A mitochondria-targeting dihydroartemisinin derivative as a reactive oxygen species -based immunogenic cell death inducer
Hong-Yang Zhao,
Kun-Heng Li,
Dan-Dan Wang,
Zhi-Li Zhang,
Zi-Jian Xu,
Ming-Hui Qi,
Shi-Wen Huang
Affiliations
Hong-Yang Zhao
Key Laboratory of Biomedical Polymers of Ministry of Education, Department of Chemistry, Wuhan University, Wuhan 430072, People’s Republic of China
Kun-Heng Li
Key Laboratory of Biomedical Polymers of Ministry of Education, Department of Chemistry, Wuhan University, Wuhan 430072, People’s Republic of China
Dan-Dan Wang
Key Laboratory of Biomedical Polymers of Ministry of Education, Department of Chemistry, Wuhan University, Wuhan 430072, People’s Republic of China
Zhi-Li Zhang
Key Laboratory of Biomedical Polymers of Ministry of Education, Department of Chemistry, Wuhan University, Wuhan 430072, People’s Republic of China
Zi-Jian Xu
Key Laboratory of Biomedical Polymers of Ministry of Education, Department of Chemistry, Wuhan University, Wuhan 430072, People’s Republic of China
Ming-Hui Qi
Key Laboratory of Biomedical Polymers of Ministry of Education, Department of Chemistry, Wuhan University, Wuhan 430072, People’s Republic of China
Shi-Wen Huang
Key Laboratory of Biomedical Polymers of Ministry of Education, Department of Chemistry, Wuhan University, Wuhan 430072, People’s Republic of China; Corresponding author
Summary: Immunogenic cell death (ICD) can activate the anticancer immune response and its occurrence requires high reliance on oxidative stress.
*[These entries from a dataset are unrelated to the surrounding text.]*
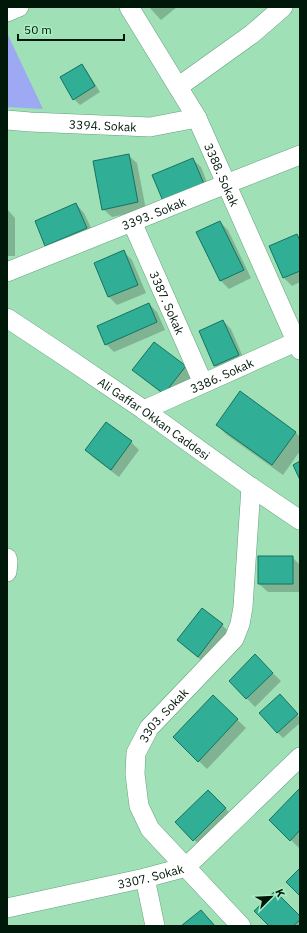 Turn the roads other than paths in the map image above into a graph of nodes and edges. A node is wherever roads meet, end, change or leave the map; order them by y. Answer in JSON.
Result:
{"nodes":[{"id":1,"x":19,"y":7,"type":"edge"},
{"id":2,"x":129,"y":7,"type":"edge"},
{"id":3,"x":283,"y":7,"type":"edge"},
{"id":4,"x":7,"y":12,"type":"edge"},
{"id":5,"x":178,"y":87,"type":"junction"},
{"id":6,"x":197,"y":118,"type":"junction"},
{"id":7,"x":7,"y":120,"type":"edge"},
{"id":8,"x":300,"y":155,"type":"edge"},
{"id":9,"x":226,"y":184,"type":"junction"},
{"id":10,"x":132,"y":222,"type":"junction"},
{"id":11,"x":7,"y":272,"type":"edge"},
{"id":12,"x":7,"y":318,"type":"edge"},
{"id":13,"x":299,"y":344,"type":"edge"},
{"id":14,"x":203,"y":383,"type":"junction"},
{"id":15,"x":144,"y":410,"type":"junction"},
{"id":16,"x":251,"y":487,"type":"junction"},
{"id":17,"x":300,"y":520,"type":"edge"},
{"id":18,"x":7,"y":558,"type":"edge"},
{"id":19,"x":7,"y":572,"type":"edge"},
{"id":20,"x":300,"y":756,"type":"edge"},
{"id":21,"x":186,"y":867,"type":"junction"},
{"id":22,"x":145,"y":878,"type":"junction"},
{"id":23,"x":7,"y":908,"type":"edge"},
{"id":24,"x":154,"y":926,"type":"edge"},
{"id":25,"x":241,"y":926,"type":"edge"}],
"edges":[{"from":1,"to":4,"type":"street"},
{"from":2,"to":5,"type":"street","name":"3388. Sokak"},
{"from":3,"to":5,"type":"street"},
{"from":5,"to":6,"type":"street","name":"3388. Sokak"},
{"from":6,"to":7,"type":"street","name":"3394. Sokak"},
{"from":6,"to":9,"type":"street","name":"3388. Sokak"},
{"from":8,"to":9,"type":"street","name":"3393. Sokak"},
{"from":9,"to":10,"type":"street","name":"3393. Sokak"},
{"from":9,"to":13,"type":"street","name":"3388. Sokak"},
{"from":10,"to":11,"type":"street","name":"3393. Sokak"},
{"from":10,"to":14,"type":"street","name":"3387. Sokak"},
{"from":12,"to":15,"type":"street","name":"Ali Gaffar Okkan Caddesi"},
{"from":13,"to":14,"type":"street","name":"3386. Sokak"},
{"from":14,"to":15,"type":"street","name":"3386. Sokak"},
{"from":15,"to":16,"type":"street","name":"Ali Gaffar Okkan Caddesi"},
{"from":16,"to":17,"type":"street","name":"Ali Gaffar Okkan Caddesi"},
{"from":16,"to":21,"type":"street","name":"3303. Sokak"},
{"from":18,"to":19,"type":"street"},
{"from":20,"to":21,"type":"street","name":"3307. Sokak"},
{"from":21,"to":22,"type":"street","name":"3307. Sokak"},
{"from":21,"to":25,"type":"street","name":"3303. Sokak"},
{"from":22,"to":23,"type":"street","name":"3307. Sokak"},
{"from":22,"to":24,"type":"street"}]} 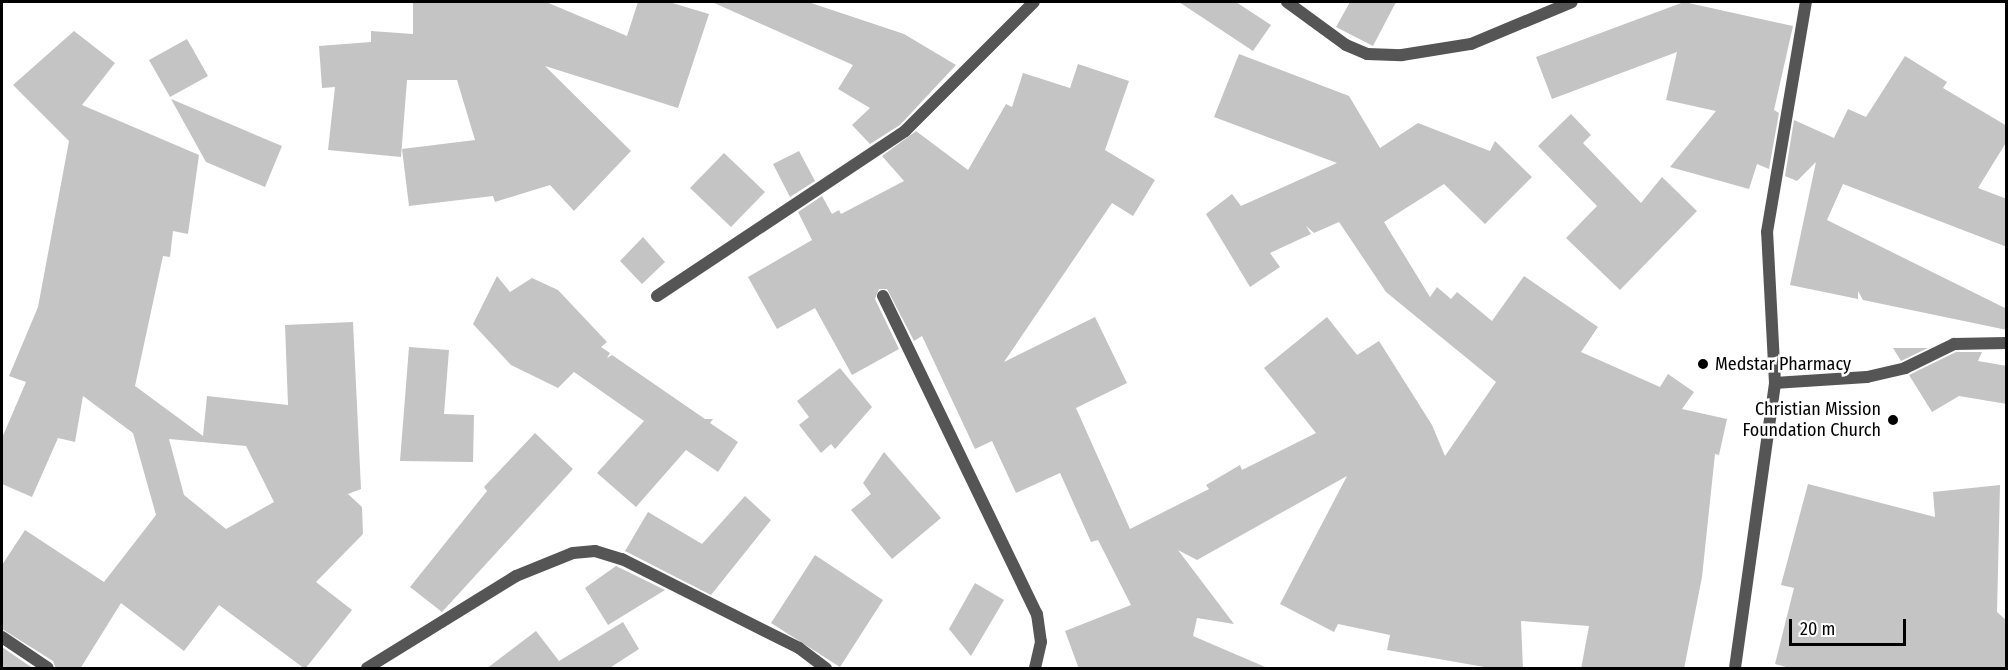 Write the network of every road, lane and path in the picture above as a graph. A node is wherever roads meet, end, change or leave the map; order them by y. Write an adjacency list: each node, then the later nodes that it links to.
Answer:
1 (1034, 2): 5 (street)
2 (1287, 2): 3 (street)
3 (1572, 2)
4 (1806, 2): 8 (street)
5 (657, 296)
6 (883, 296): 13 (street)
7 (2007, 343): 8 (street)
8 (1775, 383): 14 (street)
9 (2, 637): 10 (street)
10 (48, 669)
11 (366, 669): 12 (street)
12 (826, 669)
13 (1035, 669)
14 (1735, 669) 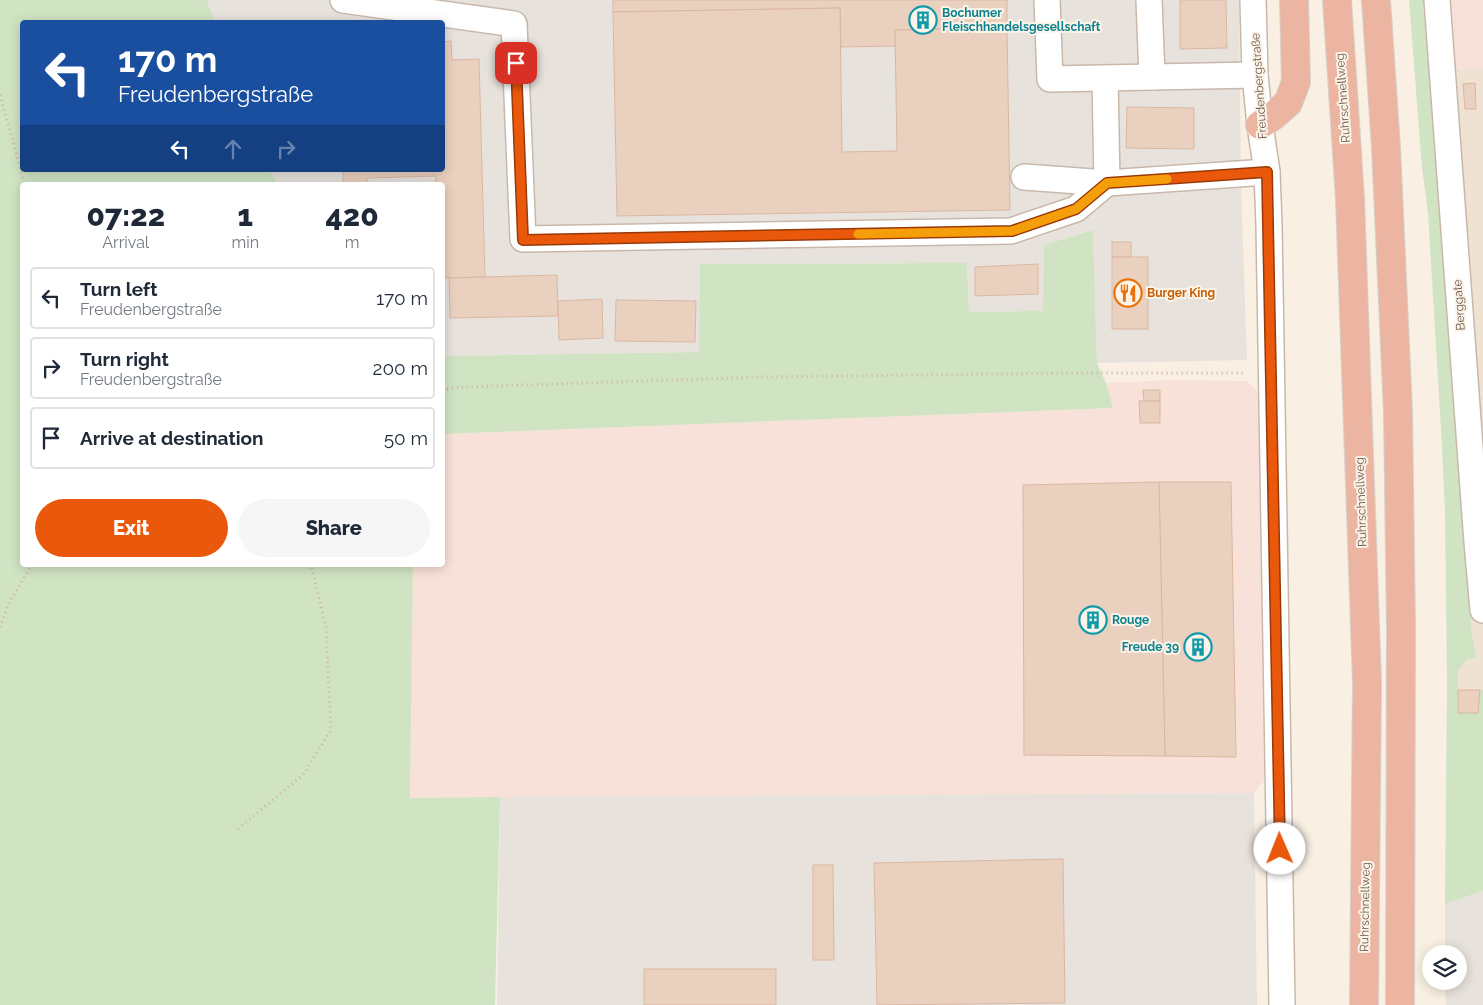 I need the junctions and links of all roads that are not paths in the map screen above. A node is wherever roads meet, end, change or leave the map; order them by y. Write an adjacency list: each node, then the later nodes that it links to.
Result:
1 (343, 0): 9 (street)
2 (1047, 0): 12 (street)
3 (1149, 0): 11 (street)
4 (1253, 0): 10 (street, Freudenbergstraße)
5 (1294, 0): 13 (highway)
6 (1337, 0): 19 (highway, Ruhrschnellweg)
7 (1376, 0): 20 (highway)
8 (1437, 0): 17 (street, Berggate)
9 (374, 2): 16 (street)
10 (1255, 75): 11 (street); 13 (street, Freudenbergstraße)
11 (1152, 77): 12 (street)
12 (1105, 78): 16 (street)
13 (1260, 125): 14 (street, Freudenbergstraße)
14 (1267, 172): 16 (street); 18 (street, Freudenbergstraße)
15 (1024, 177): 16 (street)
16 (1107, 183)
17 (1483, 610)
18 (1282, 1005)
19 (1364, 1005)
20 (1400, 1005)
Inducing mitochondrial reactive oxygen species (ROS) is a desirable capability for ICD inducers. However, in the category of ICD-associated drugs, numerous reported ICD inducers are a series of anthracyclines and weak in ICD induction. Herein, a mitochondria-targeting dihydroartemisinin derivative (T-D) was synthesized by conjugating triphenylphosphonium (TPP) to dihydroartemisinin (DHA). T-D can selectively accumulate in mitochondria to trigger ROS generation, leading to the loss of mitochondrial membrane potential (ΔΨm) and ER stress. Notably, T-D exhibits far more potent ICD-inducing properties than its parent compound. In vivo, T-D-treated breast cancer cell vaccine inhibits metastasis to the lungs and tumor growth. These results indicate that T-D is an excellent ROS-based ICD inducer with the specific function of trigging vigorous ROS in mitochondria and sets an example for incorporating artemisinin-based drugs into the ICD field.